I also heard some words of wisdom from a fellow recovering person yesterday, as I often do. He spoke about "peddling b.s." It made me chuckle. Peddling b.s. is what happens to my thoughts when I forget to be grateful, when fear and ego grow, and the power source greater than myself gets crowded out.

Plenty of b.s. starts getting peddled through my overactive and perfectionistic brain. Energy gets misdirected and actions become misguided. On the other hand, or foot as the case may be, pedaling my bicycle and peddling gratitude bring clarity of thought. Energy returns. Actions are healthier.

Thank you to both my bike pedals and my recovery friend for reminding me what thoughts to focus my peddling on today.

Sunday, November 5, 2017

52 South

Today I am grateful for safe travels to a family funeral and for a warm and comfortable bed in which to rest.

I attended my Aunt Jenny's funeral on Friday and appreciated that I was able to be there. Jenny was my dad's sister. She had been ill with Parkinson's for many years, and she and her family suffered in that time. She died at age 87, and I believe she now knows peace. I wish for peace for her husband of 64 years, my Uncle Nilus, and for their six children and their families.

It was good to see members of my own family and my extended family, as cousins gathered to pay respects. I am thinking especially of Sister Norma Jean, my dad's youngest sister and now the only surviving member of her immediate family.
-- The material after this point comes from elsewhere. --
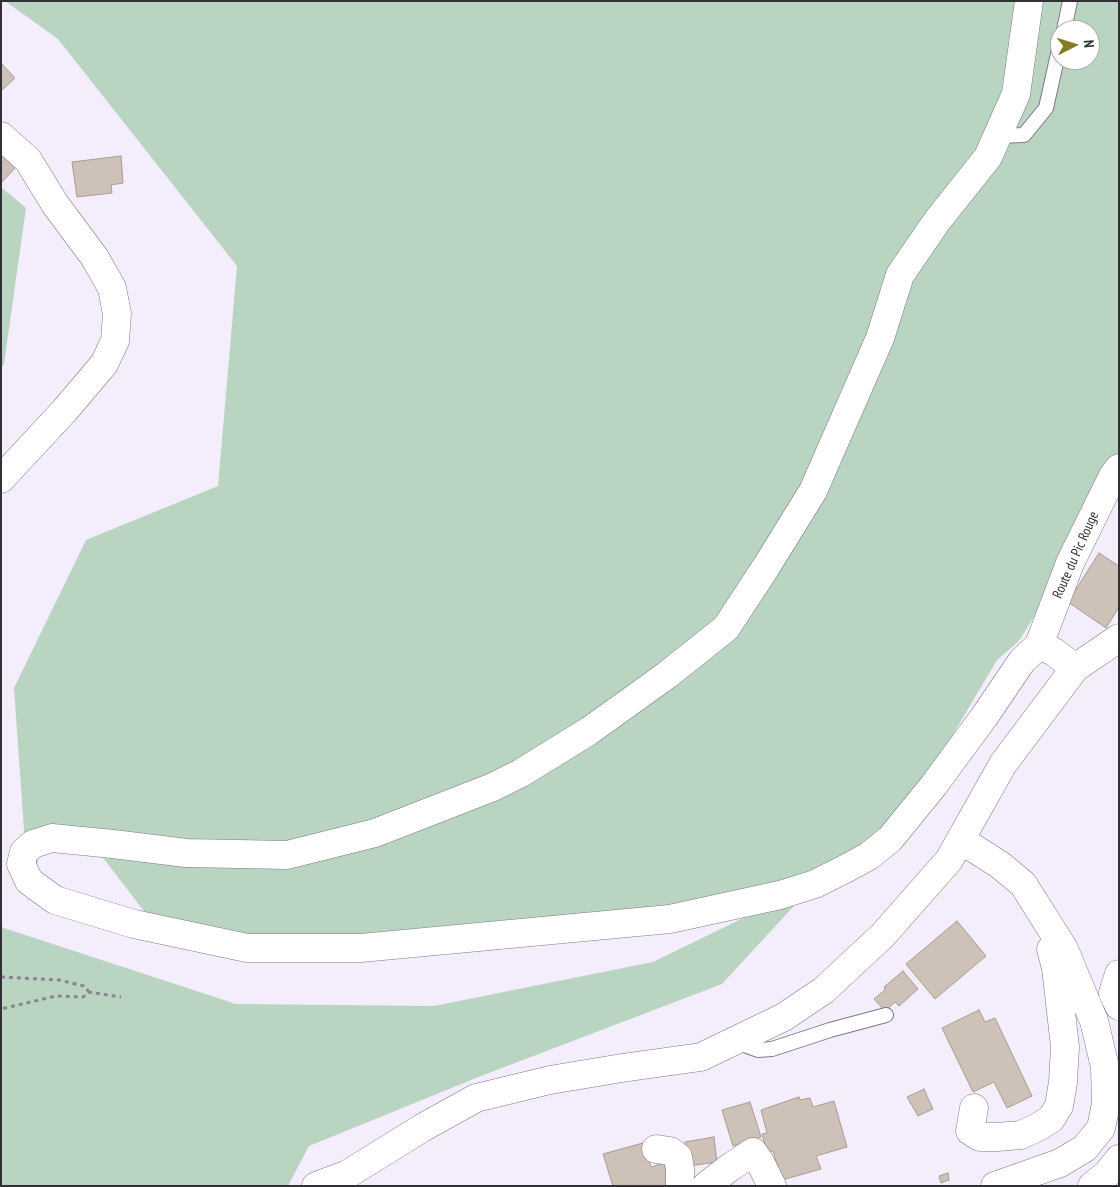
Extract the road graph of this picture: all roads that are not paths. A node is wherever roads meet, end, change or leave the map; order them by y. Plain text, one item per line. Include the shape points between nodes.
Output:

She has said goodbye to both parents and all six of her siblings. It gives me pause to think about the nature of life, the wisdom of life, the full range of feelings that life brings if we truly live it.
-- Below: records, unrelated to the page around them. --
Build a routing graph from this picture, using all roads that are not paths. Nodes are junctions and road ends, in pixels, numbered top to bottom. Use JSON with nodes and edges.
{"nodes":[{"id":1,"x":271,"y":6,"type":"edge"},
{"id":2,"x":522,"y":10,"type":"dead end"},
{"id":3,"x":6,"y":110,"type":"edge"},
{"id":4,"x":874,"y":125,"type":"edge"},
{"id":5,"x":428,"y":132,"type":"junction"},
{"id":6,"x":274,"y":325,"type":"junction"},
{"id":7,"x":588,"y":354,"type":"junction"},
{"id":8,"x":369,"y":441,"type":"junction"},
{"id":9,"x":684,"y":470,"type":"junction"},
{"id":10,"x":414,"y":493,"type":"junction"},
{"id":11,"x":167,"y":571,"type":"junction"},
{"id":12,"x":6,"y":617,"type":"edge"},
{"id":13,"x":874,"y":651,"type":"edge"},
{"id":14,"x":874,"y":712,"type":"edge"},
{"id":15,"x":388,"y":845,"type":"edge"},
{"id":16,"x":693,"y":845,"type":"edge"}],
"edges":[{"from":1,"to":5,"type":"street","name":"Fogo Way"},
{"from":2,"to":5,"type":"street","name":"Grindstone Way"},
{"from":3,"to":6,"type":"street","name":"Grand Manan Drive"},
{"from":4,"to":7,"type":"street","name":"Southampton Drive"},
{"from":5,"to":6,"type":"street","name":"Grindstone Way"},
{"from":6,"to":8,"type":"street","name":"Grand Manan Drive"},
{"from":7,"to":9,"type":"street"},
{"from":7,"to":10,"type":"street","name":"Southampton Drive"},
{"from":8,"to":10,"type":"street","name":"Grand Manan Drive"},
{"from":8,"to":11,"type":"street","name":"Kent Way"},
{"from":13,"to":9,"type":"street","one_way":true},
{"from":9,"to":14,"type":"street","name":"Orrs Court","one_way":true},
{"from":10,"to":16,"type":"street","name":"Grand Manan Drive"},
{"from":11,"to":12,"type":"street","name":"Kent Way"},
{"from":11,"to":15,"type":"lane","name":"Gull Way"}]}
I hadn't written a poem in months. Sometimes that is the way it goes. One started coming to me as I drove to the funeral Friday morning. I finished it Saturday morning, as I considered the previous day's events and emotions.

Here is that poem:

52 South

Leaving the edge
of urban
for the heart of
rural on an
early morning trip,
I took the on-ramp
for U.S. Highway
52 South.

Traversing the winding
roads and rolling hills
of my current home state,
I was treated to
beautiful skies as
daylight arrived.
Clouds and sun
played together to
beckon me.

52 South led me
right into my
native state,
into the county
of my birth and
upbringing,
into a mix of
emotions and memories.

Arriving at my destination,
adjacent to 52 South,
I pulled up to the church
where my aunt’s funeral
was about to take place.

The same church my dad’s
funeral took place 19 years
ago, also in the fall.
Siblings laid to rest in the
same cemetery as their
parents and brother.

Just yards off of 52 South,
family history closes
another chapter,
even as new ones
are being written.

A generation is
fading away, as cousins
of the next generation
speak of memories that
now span decades.
There is laughter along
with quiet wisdom.

We are bound together
by bloodlines, and
brought together by
U.S. Highway 52.

A well-traveled road
uniting us to honor
well-lived lives.


 And a picture to go with the poem, a sign just a few blocks down from that church and cemetery:


A life well-lived starts with today. It starts with living gratefully in the moment. If not for that, I would have missed this sign and so many others.